What to produce -
Would you reproduce all of the entries below, character for character?

────────────────────────────────────────

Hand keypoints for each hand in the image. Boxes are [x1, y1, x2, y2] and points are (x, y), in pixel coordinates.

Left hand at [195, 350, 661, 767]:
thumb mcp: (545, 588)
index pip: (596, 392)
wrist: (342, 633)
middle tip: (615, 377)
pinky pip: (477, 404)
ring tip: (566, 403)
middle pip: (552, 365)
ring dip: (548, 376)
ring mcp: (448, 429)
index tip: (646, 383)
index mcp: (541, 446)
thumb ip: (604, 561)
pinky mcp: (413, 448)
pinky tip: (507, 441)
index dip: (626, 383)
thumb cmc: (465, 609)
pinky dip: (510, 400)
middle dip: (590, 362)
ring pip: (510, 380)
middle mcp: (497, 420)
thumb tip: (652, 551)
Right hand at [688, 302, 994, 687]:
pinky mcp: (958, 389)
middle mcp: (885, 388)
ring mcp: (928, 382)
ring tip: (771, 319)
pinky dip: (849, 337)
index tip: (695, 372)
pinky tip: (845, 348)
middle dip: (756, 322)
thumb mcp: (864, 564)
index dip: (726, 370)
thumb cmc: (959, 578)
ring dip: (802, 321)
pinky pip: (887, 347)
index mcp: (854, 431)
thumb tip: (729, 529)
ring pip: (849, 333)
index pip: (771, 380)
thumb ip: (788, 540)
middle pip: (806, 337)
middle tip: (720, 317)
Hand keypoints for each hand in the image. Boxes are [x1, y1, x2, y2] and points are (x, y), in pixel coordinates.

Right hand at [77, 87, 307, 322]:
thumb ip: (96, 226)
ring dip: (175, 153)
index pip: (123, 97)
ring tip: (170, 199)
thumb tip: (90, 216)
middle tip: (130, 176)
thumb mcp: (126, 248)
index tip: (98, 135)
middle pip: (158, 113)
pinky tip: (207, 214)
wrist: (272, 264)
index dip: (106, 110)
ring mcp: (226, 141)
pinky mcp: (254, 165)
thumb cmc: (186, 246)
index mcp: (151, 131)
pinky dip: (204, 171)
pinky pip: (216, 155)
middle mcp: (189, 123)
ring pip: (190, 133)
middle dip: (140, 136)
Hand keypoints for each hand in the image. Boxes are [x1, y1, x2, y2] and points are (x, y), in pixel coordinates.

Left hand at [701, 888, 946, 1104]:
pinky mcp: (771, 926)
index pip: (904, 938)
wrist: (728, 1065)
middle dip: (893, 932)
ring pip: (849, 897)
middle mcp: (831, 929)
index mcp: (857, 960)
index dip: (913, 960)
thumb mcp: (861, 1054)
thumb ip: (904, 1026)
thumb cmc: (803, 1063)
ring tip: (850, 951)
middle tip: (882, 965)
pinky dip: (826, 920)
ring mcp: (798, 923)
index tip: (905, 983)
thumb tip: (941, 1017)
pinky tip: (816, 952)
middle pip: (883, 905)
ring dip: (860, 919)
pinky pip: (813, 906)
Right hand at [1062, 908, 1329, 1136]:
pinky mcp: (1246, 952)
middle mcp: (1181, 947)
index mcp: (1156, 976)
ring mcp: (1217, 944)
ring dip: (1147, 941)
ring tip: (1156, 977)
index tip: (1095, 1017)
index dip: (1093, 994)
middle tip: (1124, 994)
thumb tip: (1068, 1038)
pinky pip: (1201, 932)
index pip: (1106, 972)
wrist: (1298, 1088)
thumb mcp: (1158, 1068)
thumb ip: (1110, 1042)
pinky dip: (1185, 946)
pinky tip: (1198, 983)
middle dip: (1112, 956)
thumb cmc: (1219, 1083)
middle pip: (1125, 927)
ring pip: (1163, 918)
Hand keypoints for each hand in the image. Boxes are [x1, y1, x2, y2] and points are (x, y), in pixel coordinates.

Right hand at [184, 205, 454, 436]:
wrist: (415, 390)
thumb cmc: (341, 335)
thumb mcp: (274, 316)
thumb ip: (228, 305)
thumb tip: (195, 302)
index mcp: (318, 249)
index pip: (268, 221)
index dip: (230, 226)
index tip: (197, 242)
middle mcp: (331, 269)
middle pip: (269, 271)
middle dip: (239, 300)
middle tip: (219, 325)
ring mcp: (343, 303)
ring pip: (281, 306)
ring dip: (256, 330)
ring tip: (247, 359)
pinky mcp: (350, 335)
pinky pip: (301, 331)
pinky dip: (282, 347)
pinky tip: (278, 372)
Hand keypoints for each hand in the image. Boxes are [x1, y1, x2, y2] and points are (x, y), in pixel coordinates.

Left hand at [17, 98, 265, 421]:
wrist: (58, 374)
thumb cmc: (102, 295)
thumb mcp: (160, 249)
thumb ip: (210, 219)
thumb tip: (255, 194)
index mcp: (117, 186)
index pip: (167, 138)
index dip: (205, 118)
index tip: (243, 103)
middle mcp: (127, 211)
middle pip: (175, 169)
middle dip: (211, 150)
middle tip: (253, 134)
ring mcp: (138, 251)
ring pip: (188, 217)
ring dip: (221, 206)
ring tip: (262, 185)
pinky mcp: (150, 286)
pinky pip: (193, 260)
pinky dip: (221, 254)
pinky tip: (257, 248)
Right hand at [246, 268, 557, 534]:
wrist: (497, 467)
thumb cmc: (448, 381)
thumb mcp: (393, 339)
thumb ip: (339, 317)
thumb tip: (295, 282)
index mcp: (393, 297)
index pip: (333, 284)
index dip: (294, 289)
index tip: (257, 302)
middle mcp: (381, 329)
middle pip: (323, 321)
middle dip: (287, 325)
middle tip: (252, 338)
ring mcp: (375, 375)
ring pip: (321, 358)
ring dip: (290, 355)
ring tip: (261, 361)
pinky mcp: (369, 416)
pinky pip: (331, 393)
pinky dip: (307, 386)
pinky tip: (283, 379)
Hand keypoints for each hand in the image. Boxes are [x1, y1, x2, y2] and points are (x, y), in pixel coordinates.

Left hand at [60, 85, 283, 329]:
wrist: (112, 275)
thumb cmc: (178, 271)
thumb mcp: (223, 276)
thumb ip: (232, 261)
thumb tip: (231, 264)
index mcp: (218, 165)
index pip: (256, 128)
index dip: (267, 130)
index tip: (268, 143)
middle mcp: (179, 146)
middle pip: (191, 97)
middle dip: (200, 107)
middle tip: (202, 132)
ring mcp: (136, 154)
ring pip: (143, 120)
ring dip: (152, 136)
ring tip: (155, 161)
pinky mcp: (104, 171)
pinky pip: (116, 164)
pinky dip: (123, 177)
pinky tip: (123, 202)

────────────────────────────────────────

Task response -
Hand keypoints for each hand in the image. Boxes are [x1, y1, x2, y2] and points are (x, y), in pixel coordinates.

Left hand at [195, 350, 661, 767]:
thumb mcp: (545, 588)
index pip: (596, 392)
wrist: (342, 633)
middle tip: (615, 377)
pinky pip: (477, 404)
ring tip: (566, 403)
middle pip: (552, 365)
ring dip: (548, 376)
ring mcp: (448, 429)
index tip: (646, 383)
index mcp: (541, 446)
thumb ip: (604, 561)
pinky mcp: (413, 448)
pinky tip: (507, 441)
index dip: (626, 383)
thumb cmc: (465, 609)
pinky dip: (510, 400)
middle dip: (590, 362)
ring pip: (510, 380)
middle mcp: (497, 420)
thumb tip: (652, 551)
Right hand at [688, 302, 994, 687]:
pinky mcp: (958, 389)
middle mcp: (885, 388)
ring mcp: (928, 382)
ring tip: (771, 319)
pinky dip: (849, 337)
index tip: (695, 372)
pinky tip: (845, 348)
middle dip: (756, 322)
thumb mcp: (864, 564)
index dip: (726, 370)
thumb cmc: (959, 578)
ring dip: (802, 321)
pinky pip: (887, 347)
index mcp: (854, 431)
thumb tip: (729, 529)
ring pip: (849, 333)
index pip: (771, 380)
thumb ip: (788, 540)
middle pip: (806, 337)
middle tip: (720, 317)
Hand keypoints for each hand in the image. Boxes are [x1, y1, x2, y2] and points are (x, y), in pixel coordinates.

Right hand at [77, 87, 307, 322]:
thumb ip: (96, 226)
ring dip: (175, 153)
index pip: (123, 97)
ring tip: (170, 199)
thumb tip: (90, 216)
middle tip: (130, 176)
thumb mcp: (126, 248)
index tip: (98, 135)
middle pip: (158, 113)
pinky tip: (207, 214)
wrist: (272, 264)
index dip: (106, 110)
ring mcp: (226, 141)
pinky mcp: (254, 165)
thumb cmc: (186, 246)
index mcp: (151, 131)
pinky dip: (204, 171)
pinky pip: (216, 155)
middle mcp: (189, 123)
ring pip: (190, 133)
middle dip: (140, 136)
Hand keypoints for each hand in the image. Boxes are [x1, y1, x2, y2] and points are (x, y), in pixel coordinates.

Left hand at [701, 888, 946, 1104]:
pinky mcp: (771, 926)
index pip: (904, 938)
wrist: (728, 1065)
middle dip: (893, 932)
ring pip: (849, 897)
middle mcp: (831, 929)
index mcp: (857, 960)
index dip: (913, 960)
thumb mcp: (861, 1054)
thumb ip: (904, 1026)
thumb cmc: (803, 1063)
ring tip: (850, 951)
middle tip: (882, 965)
pinky dip: (826, 920)
ring mcp: (798, 923)
index tip: (905, 983)
thumb tip: (941, 1017)
pinky tip: (816, 952)
middle pip: (883, 905)
ring dip: (860, 919)
pinky pip: (813, 906)
Right hand at [1062, 908, 1329, 1136]:
pinky mcp: (1246, 952)
middle mcp: (1181, 947)
index mcp: (1156, 976)
ring mcp: (1217, 944)
ring dip: (1147, 941)
ring tip: (1156, 977)
index tip: (1095, 1017)
index dip: (1093, 994)
middle tip: (1124, 994)
thumb tip: (1068, 1038)
pinky pip: (1201, 932)
index pip: (1106, 972)
wrist: (1298, 1088)
thumb mcp: (1158, 1068)
thumb ip: (1110, 1042)
pinky dip: (1185, 946)
pinky tip: (1198, 983)
middle dip: (1112, 956)
thumb cmc: (1219, 1083)
middle pip: (1125, 927)
ring pip: (1163, 918)
Hand keypoints for each hand in the image. Boxes are [x1, y1, x2, y2] and points are (x, y), in pixel coordinates.

Right hand at [184, 205, 454, 436]:
wrist: (415, 390)
thumb cmc: (341, 335)
thumb mcp: (274, 316)
thumb ip: (228, 305)
thumb tip: (195, 302)
index mcp: (318, 249)
index pip: (268, 221)
index dip: (230, 226)
index tip: (197, 242)
middle mcp: (331, 269)
middle pip: (269, 271)
middle dip: (239, 300)
middle tip: (219, 325)
ring mcp: (343, 303)
ring pip: (281, 306)
ring dip: (256, 330)
ring tip: (247, 359)
pinky mcp: (350, 335)
pinky pip: (301, 331)
pinky dip: (282, 347)
pinky tip: (278, 372)
Hand keypoints for each hand in the image. Boxes are [x1, y1, x2, y2] and points are (x, y), in pixel coordinates.

Left hand at [17, 98, 265, 421]:
wrist: (58, 374)
thumb cmc: (102, 295)
thumb mcp: (160, 249)
thumb ip: (210, 219)
thumb tip: (255, 194)
index mcp: (117, 186)
index pip: (167, 138)
index dip: (205, 118)
index tip: (243, 103)
middle mcp: (127, 211)
middle pip: (175, 169)
middle dip: (211, 150)
middle tip: (253, 134)
ring mcp: (138, 251)
ring pip: (188, 217)
ring dip: (221, 206)
ring tip: (262, 185)
pinky mcp: (150, 286)
pinky pip: (193, 260)
pinky dip: (221, 254)
pinky tip: (257, 248)
Right hand at [246, 268, 557, 534]:
wrist: (497, 467)
thumb cmc: (448, 381)
thumb mcp: (393, 339)
thumb ip: (339, 317)
thumb tip: (295, 282)
index mcp: (393, 297)
index pip: (333, 284)
index dip: (294, 289)
index tip: (257, 302)
middle mcp: (381, 329)
middle pip: (323, 321)
middle dip: (287, 325)
middle tip: (252, 338)
ring mcp: (375, 375)
ring pip: (321, 358)
ring dip: (290, 355)
ring tip: (261, 361)
pinky mcp: (369, 416)
pinky pip: (331, 393)
pinky dip: (307, 386)
pinky tip: (283, 379)
Hand keypoints for each hand in the image. Boxes are [x1, y1, x2, y2] and points are (x, y), in pixel coordinates.

Left hand at [60, 85, 283, 329]:
wrist: (112, 275)
thumb cmc: (178, 271)
thumb mcp: (223, 276)
thumb ip: (232, 261)
thumb tip: (231, 264)
index mcp: (218, 165)
index pip: (256, 128)
index dip: (267, 130)
index tip: (268, 143)
middle mcp: (179, 146)
middle pip: (191, 97)
middle dip: (200, 107)
middle tip: (202, 132)
ring mcp: (136, 154)
ring pip: (143, 120)
ring dip: (152, 136)
ring tip: (155, 161)
pinky mcp: (104, 171)
pinky pip: (116, 164)
pinky dip: (123, 177)
pinky tip: (123, 202)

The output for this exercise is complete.